HOW TO COMPLETE THIS TASK » Pull out all lines from the listing below in which the word "points" appears.

RECORDS TO PROCESS »
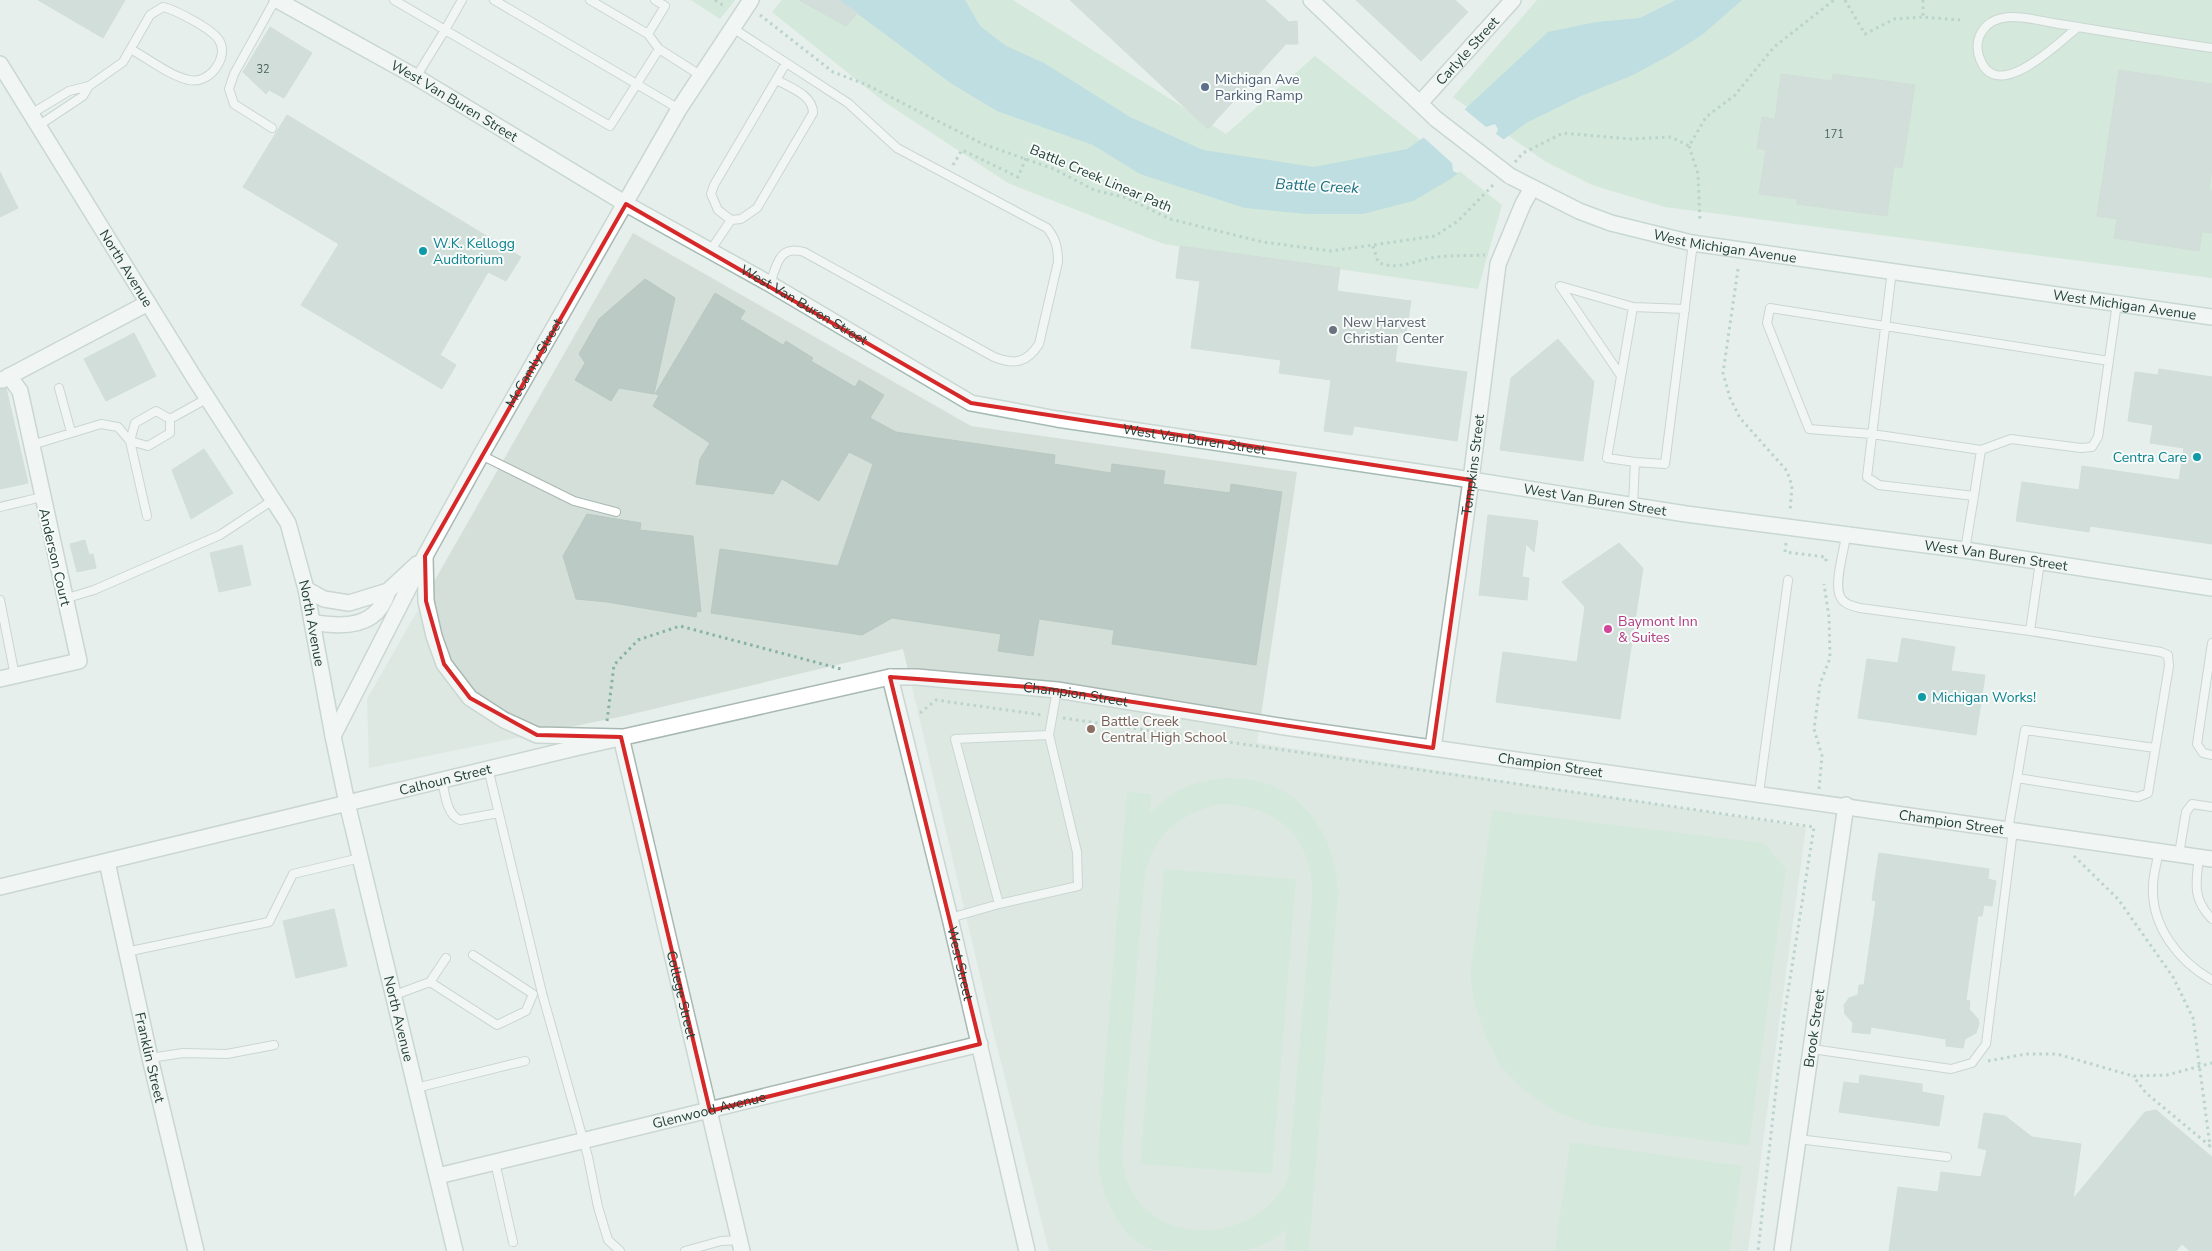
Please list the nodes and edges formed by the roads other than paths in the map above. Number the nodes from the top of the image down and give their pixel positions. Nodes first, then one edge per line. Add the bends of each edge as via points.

...

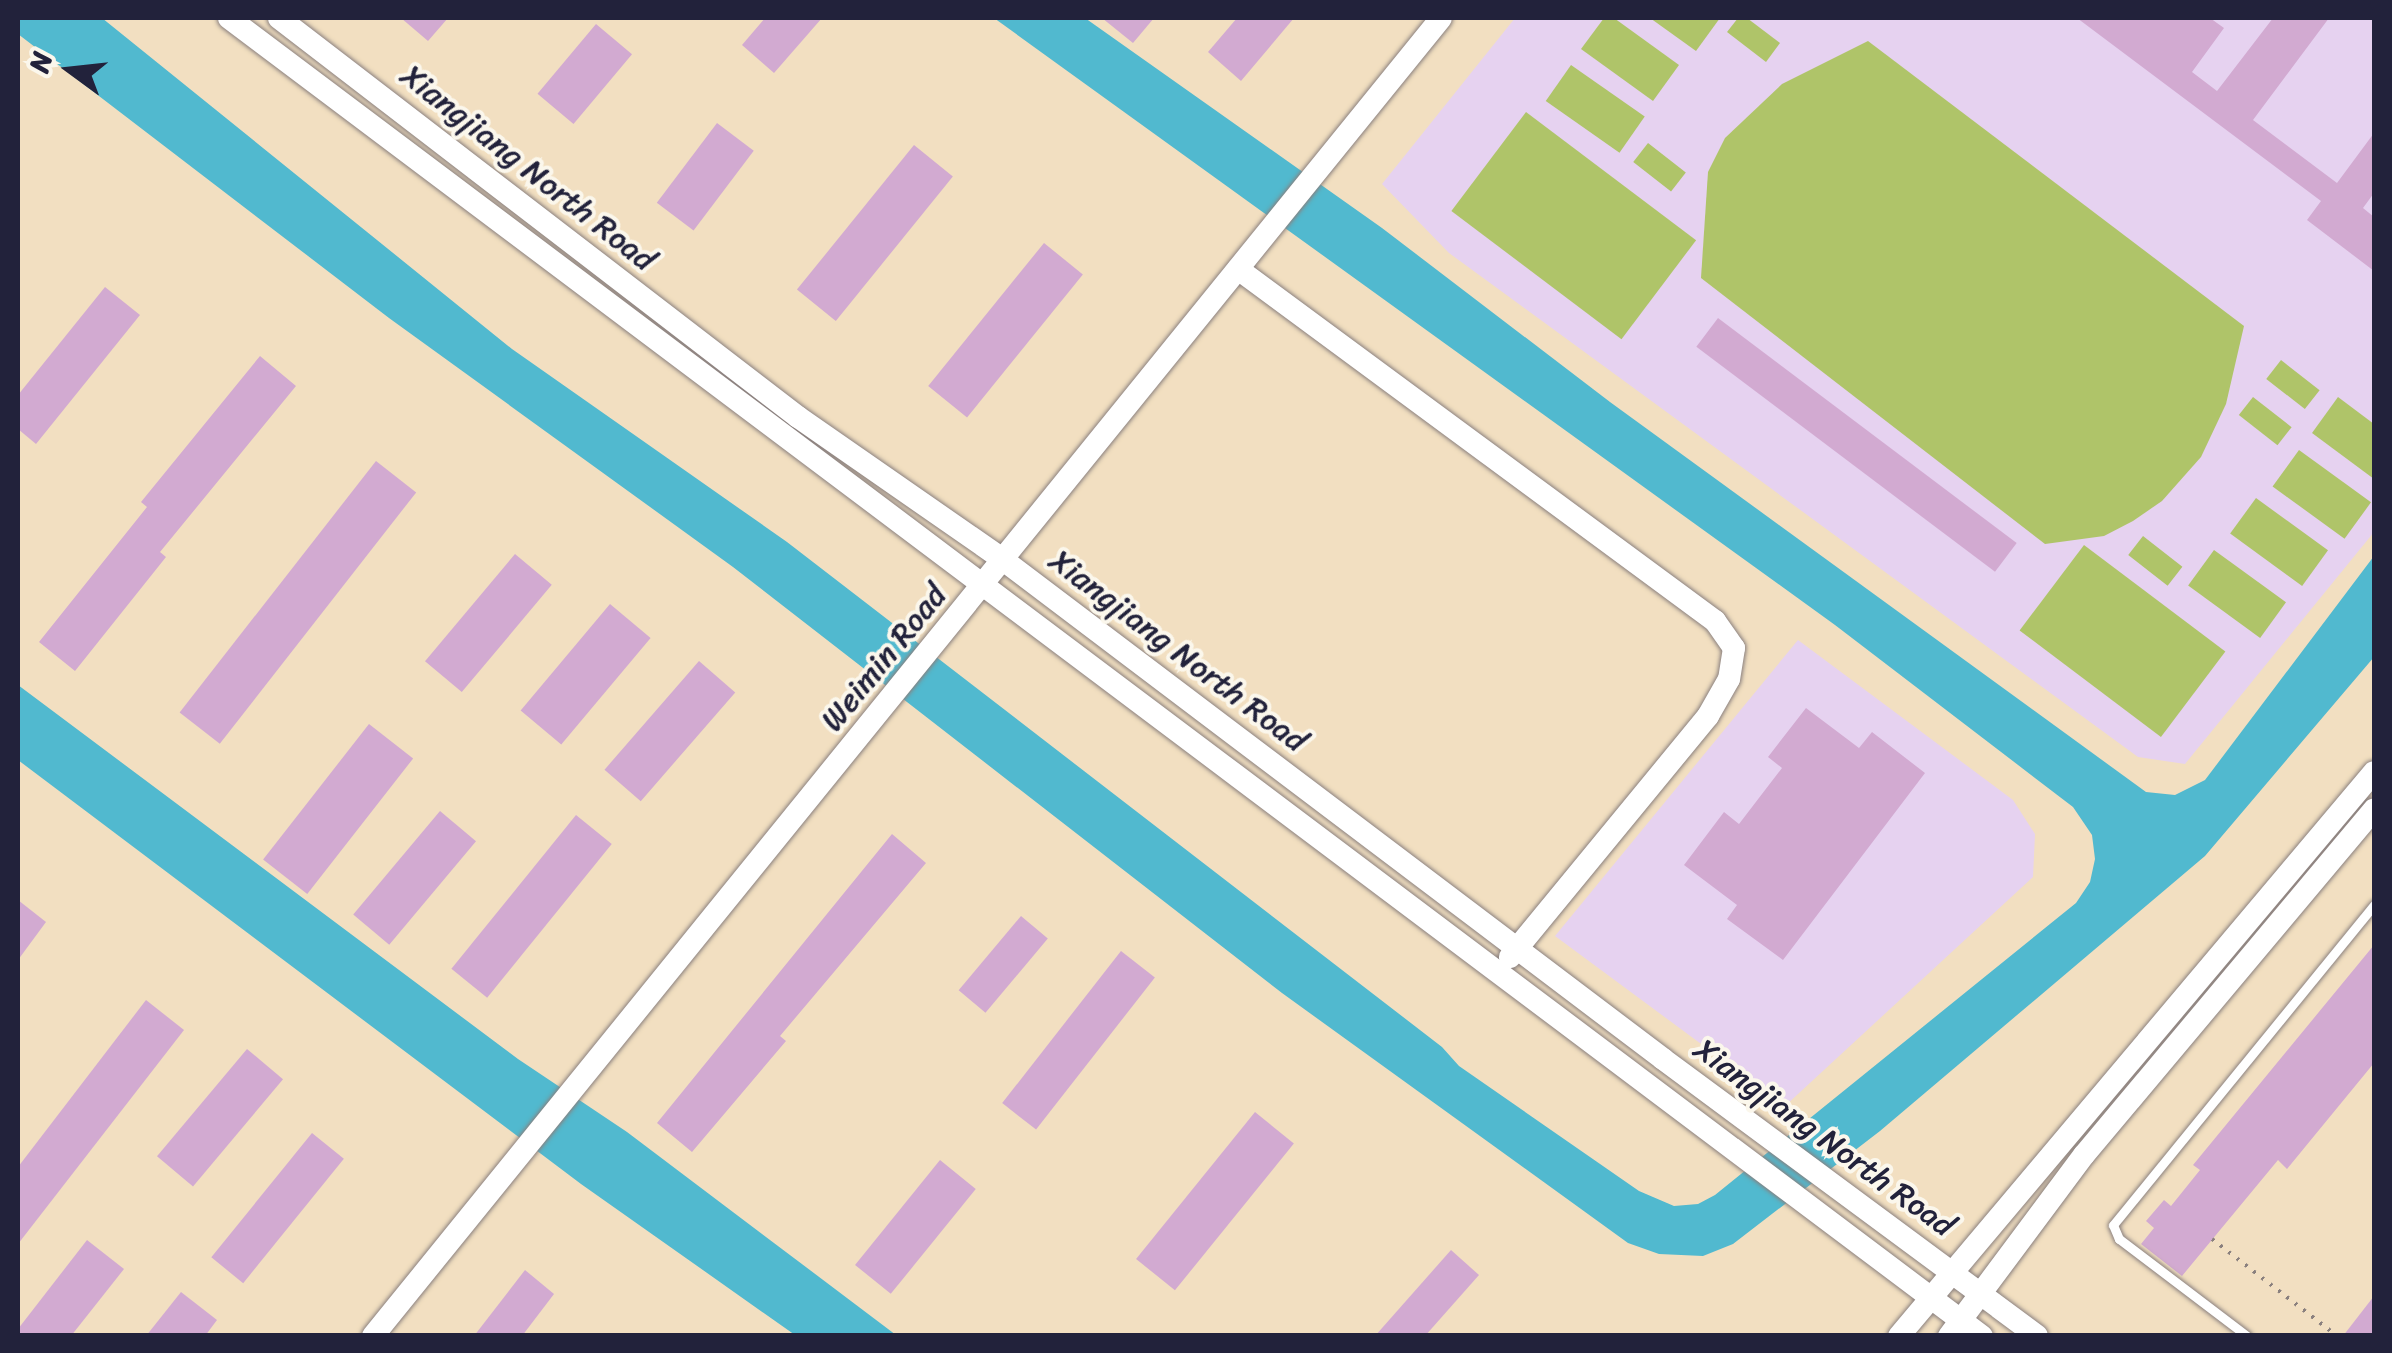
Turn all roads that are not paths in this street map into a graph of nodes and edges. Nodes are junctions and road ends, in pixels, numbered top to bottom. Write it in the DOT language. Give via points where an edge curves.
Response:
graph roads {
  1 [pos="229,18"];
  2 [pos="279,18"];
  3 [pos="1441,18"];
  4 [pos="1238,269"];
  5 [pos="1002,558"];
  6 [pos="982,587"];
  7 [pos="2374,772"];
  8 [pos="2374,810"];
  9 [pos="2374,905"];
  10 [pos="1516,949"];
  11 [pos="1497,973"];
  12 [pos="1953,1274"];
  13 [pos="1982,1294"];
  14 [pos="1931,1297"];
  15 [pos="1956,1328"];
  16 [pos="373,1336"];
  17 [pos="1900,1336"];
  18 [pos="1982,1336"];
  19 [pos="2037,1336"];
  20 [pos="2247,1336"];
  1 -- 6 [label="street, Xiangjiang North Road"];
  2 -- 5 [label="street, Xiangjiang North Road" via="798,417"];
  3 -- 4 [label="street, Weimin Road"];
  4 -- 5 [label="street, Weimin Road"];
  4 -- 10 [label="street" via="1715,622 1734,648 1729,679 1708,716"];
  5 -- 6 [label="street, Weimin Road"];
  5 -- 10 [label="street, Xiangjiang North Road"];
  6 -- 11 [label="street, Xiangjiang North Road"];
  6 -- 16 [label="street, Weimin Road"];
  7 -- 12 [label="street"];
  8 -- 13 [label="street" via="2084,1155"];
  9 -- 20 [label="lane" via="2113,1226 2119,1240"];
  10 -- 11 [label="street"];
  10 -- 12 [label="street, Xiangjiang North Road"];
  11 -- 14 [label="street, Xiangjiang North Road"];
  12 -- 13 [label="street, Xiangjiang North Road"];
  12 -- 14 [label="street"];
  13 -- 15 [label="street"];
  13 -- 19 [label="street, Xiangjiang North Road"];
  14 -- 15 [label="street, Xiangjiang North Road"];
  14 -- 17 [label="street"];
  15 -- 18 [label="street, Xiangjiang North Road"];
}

EXERCISE OUTPUT »
Please list the nodes and edges formed by the roads other than paths in the map above. Number the nodes from the top of the image down and give their pixel positions. Nodes first, then one edge per line. Add the bends of each edge as via points.
Turn all roads that are not paths in this street map into a graph of nodes and edges. Nodes are junctions and road ends, in pixels, numbered top to bottom. Write it in the DOT language. Give via points where an edge curves.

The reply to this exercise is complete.